What this all boils down to, PPI can be used to gauge the resolution of a device to capture an image electronically, digital camera to computer. DPI can be used to gauge the resolution of an image to a printer. Fortunately, technology has evolved to the point where the transistors on the photosensitive chip are close enough to the ink jets of inkjet printers to be equal. Our modern consumer printers perform the required calculations to convert the PPI values to DPI values to obtain the best quality printed document within the standards of current resolutions.
When it comes down to providing image products in the 'Real World', we must supply the imagery products in the format and resolution values the customer requires. If the customer wants DPI because his professional level printers require that value, we must provide DPI in the image product. Failure to do that and the customer will most likely say, "Very nice picture, but we cannot use your content."
Another area of contention is images on the WWW.
If you take an image straight out of the camera, save that image as a .jpg @ 300PPI/DPI, then go back to the camera image and save this image as a .jpg @ 72PPI/DPI with a modified file-name. Now, using your computer navigation tool read the file details for file-size on both image file-names you will see the 300DPI is much larger than the 72DPI file.

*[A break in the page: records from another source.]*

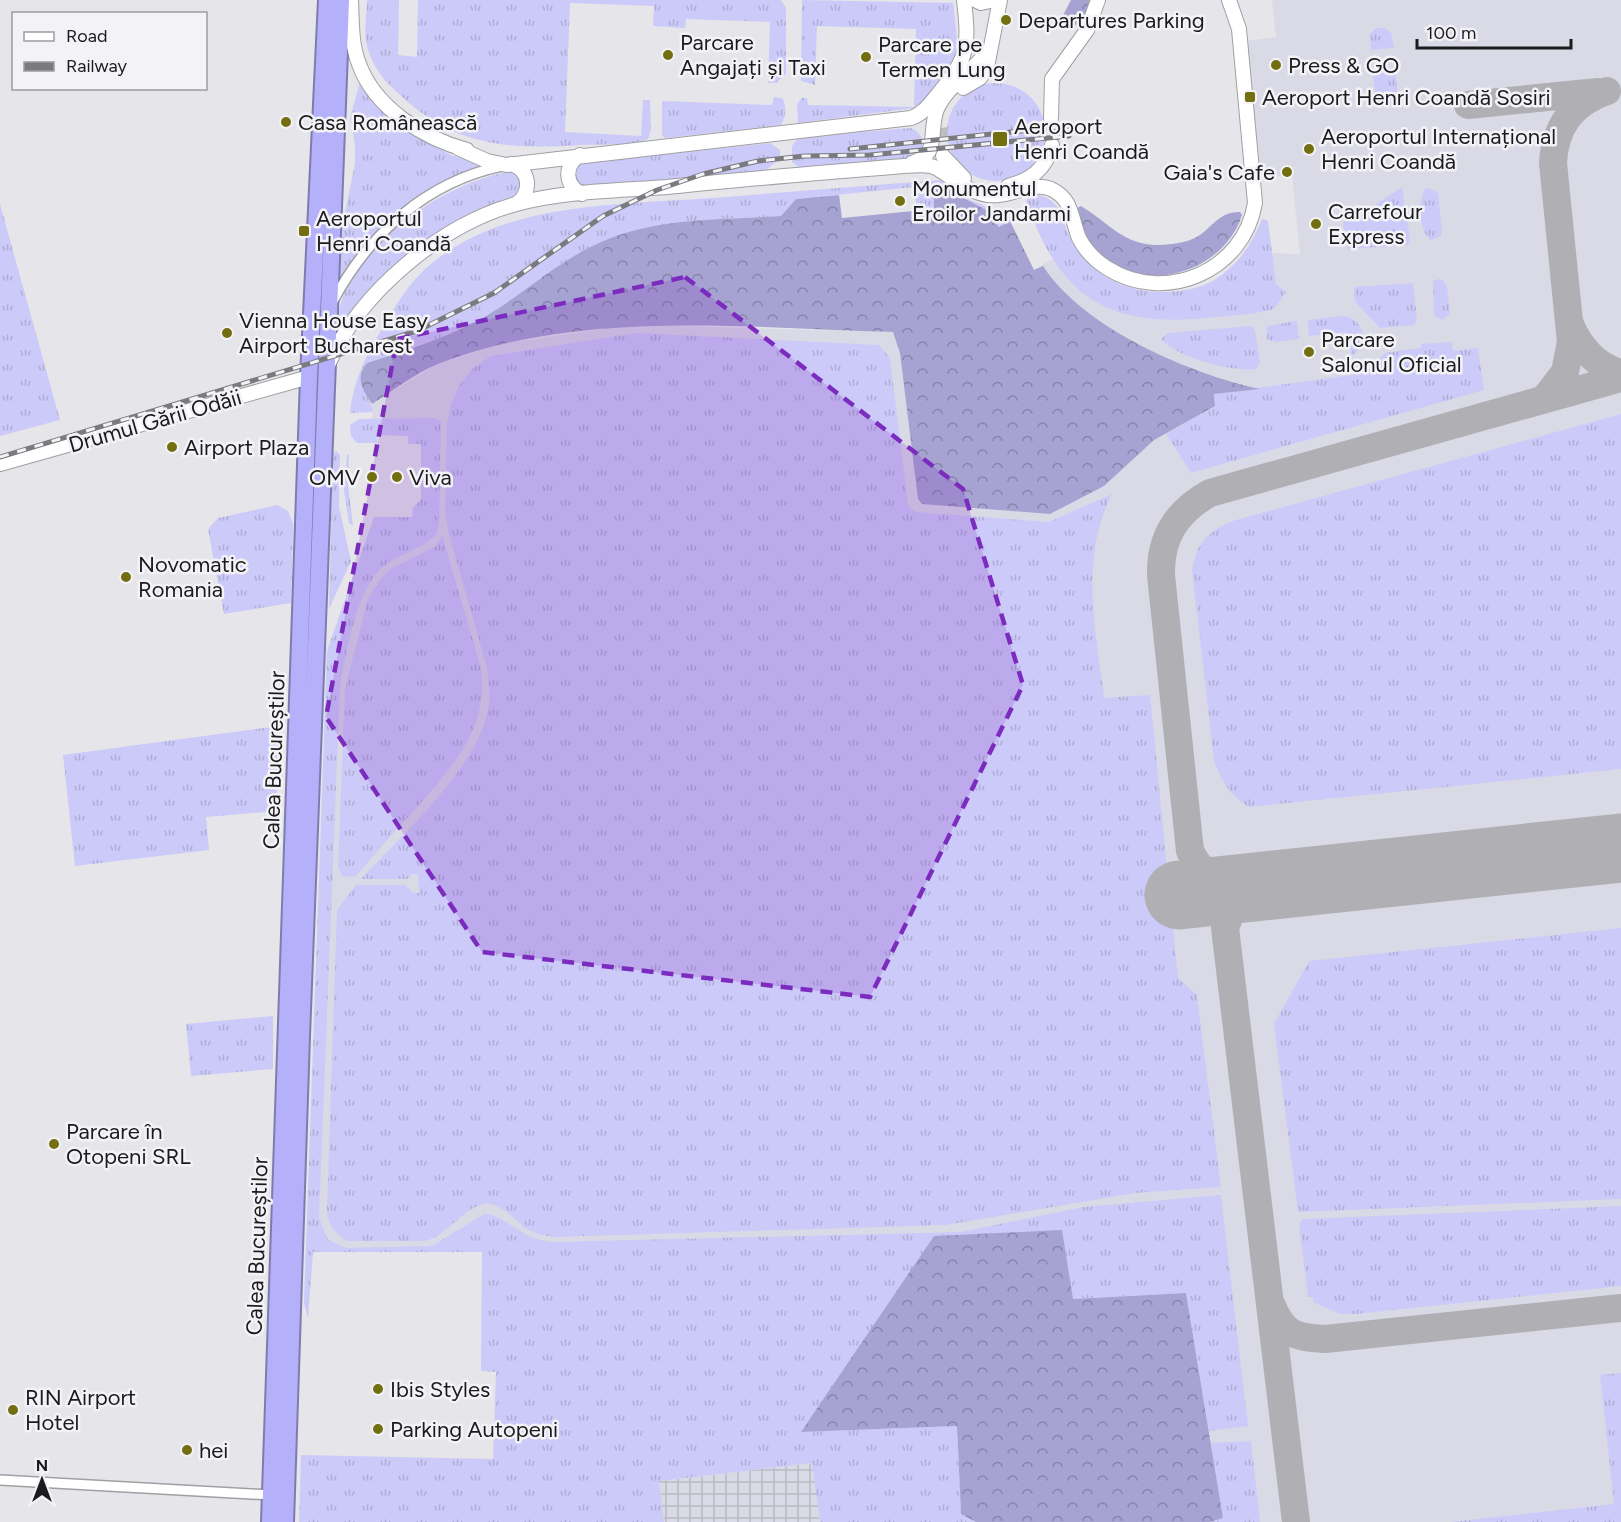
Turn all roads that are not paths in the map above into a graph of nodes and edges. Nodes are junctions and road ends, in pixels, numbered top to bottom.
1 (317, 0) edge
2 (327, 0) edge
3 (341, 0) edge
4 (350, 0) edge
5 (964, 0) edge
6 (975, 0) edge
7 (995, 0) edge
8 (1000, 0) edge
9 (1098, 0) edge
10 (1229, 0) edge
11 (989, 50) junction
12 (329, 96) junction
13 (1052, 118) tunnel mouth
14 (940, 128) tunnel mouth
15 (1052, 146) tunnel mouth
16 (458, 148) junction
17 (580, 155) junction
18 (943, 156) tunnel mouth
19 (528, 161) junction
20 (509, 165) junction
21 (904, 166) junction
22 (582, 194) junction
23 (516, 204) junction
24 (329, 308) junction
25 (326, 370) junction
26 (309, 377) junction
27 (0, 465) edge
28 (0, 1480) edge
29 (271, 1495) junction
30 (270, 1522) edge
31 (285, 1522) edge

1 - 12 highway
2 - 12 highway, Calea Bucureștilor
3 - 12 highway, Calea Bucureștilor
4 - 12 highway
4 - 16 street
5 - 17 street
6 - 7 street
8 - 11 street
9 - 13 street
10 - 21 street
11 - 14 street
11 - 21 street
12 - 24 highway, Calea Bucureștilor
12 - 26 highway, Calea Bucureștilor
15 - 18 street
16 - 19 street
16 - 20 street
17 - 19 street
17 - 22 street
19 - 20 street
20 - 23 street
20 - 24 street
21 - 22 street
22 - 23 street
23 - 25 street
24 - 25 highway, Calea Bucureștilor
25 - 31 highway, Calea Bucureștilor
26 - 27 street, Drumul Gării Odăii
26 - 29 highway, Calea Bucureștilor
28 - 29 street
29 - 30 highway, Calea Bucureștilor

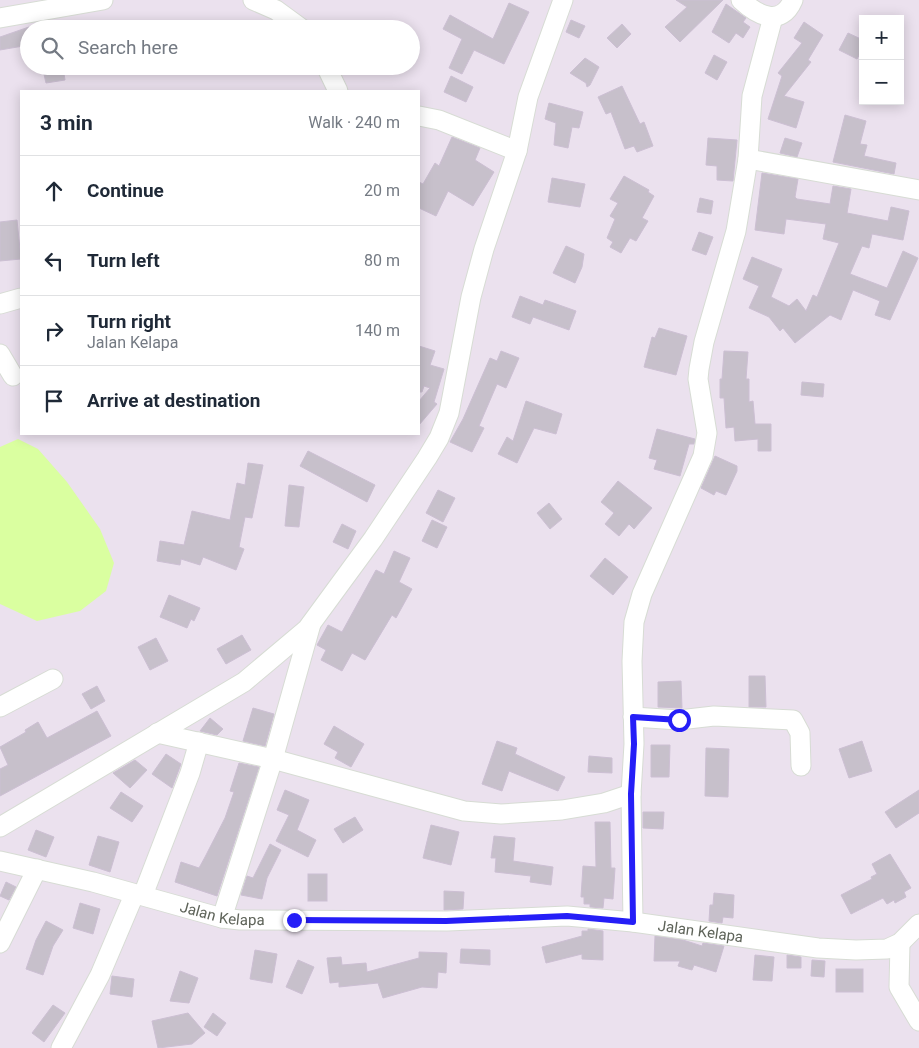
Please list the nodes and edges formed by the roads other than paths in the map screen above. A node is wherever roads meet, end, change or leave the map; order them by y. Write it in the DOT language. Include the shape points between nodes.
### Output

This may not be important if you only send pictures in e-mail, or upload to web servers in New York, and all your visitors/contacts live in New York with 100Mbaud internet connections. If you expect people in the rural countryside, who still have dial-up internet accounts, to view your web pages, or read your e-mail, they will delete your ultra slow content.
There are people in other parts of this world who pay for internet service by the bandwidth. The larger the image file in Mbytes the greater the bandwidth, and the more cost to that user.
Facebook is another good resource for viewing images uploaded in high resolution. Facebook re-sizes and resets the resolution according to internet standards because its content is available world wide. If you upload a high resolution image to FB, the rendered image may look poor on all monitors because FB uses a computer to automatically convert your high res picture to internet standards without regard to rendering quality.
If, on the other hand, you take the time and effort to re-size your image to what FB wants, and to 72DPI, FB will render your image to the highest level quality your computer can display.
A case in point in the medium we are now using. When we post an image to this forum, the server downsizes the image resolution to the WWW standards for rendering on a common computer system (your home computer). The server may also re-size the image to fit into the page format. The image thumbnails appear almost instantly when we open a post.
On the other hand, when we post an image and tick the "Store Original" box, this places a link in the post to download the original image file in its native size and resolution. Notice how long it takes to render that image on your computer. The higher the bandwidth of your internet service the faster the image will render on your monitor.
In the USA, most ISPs charge for the bandwidth service provided (5Mbaud - 100Mbaud), not for the bandwidth consumed.
So, once again it depends upon the end use of the images, as to how we save each image. In the early 1980s the internet industry agreed that a picture saved at 72DPI was the lowest resolution that could produce a high quality rendering on a CRT monitor. That value has not been revoked.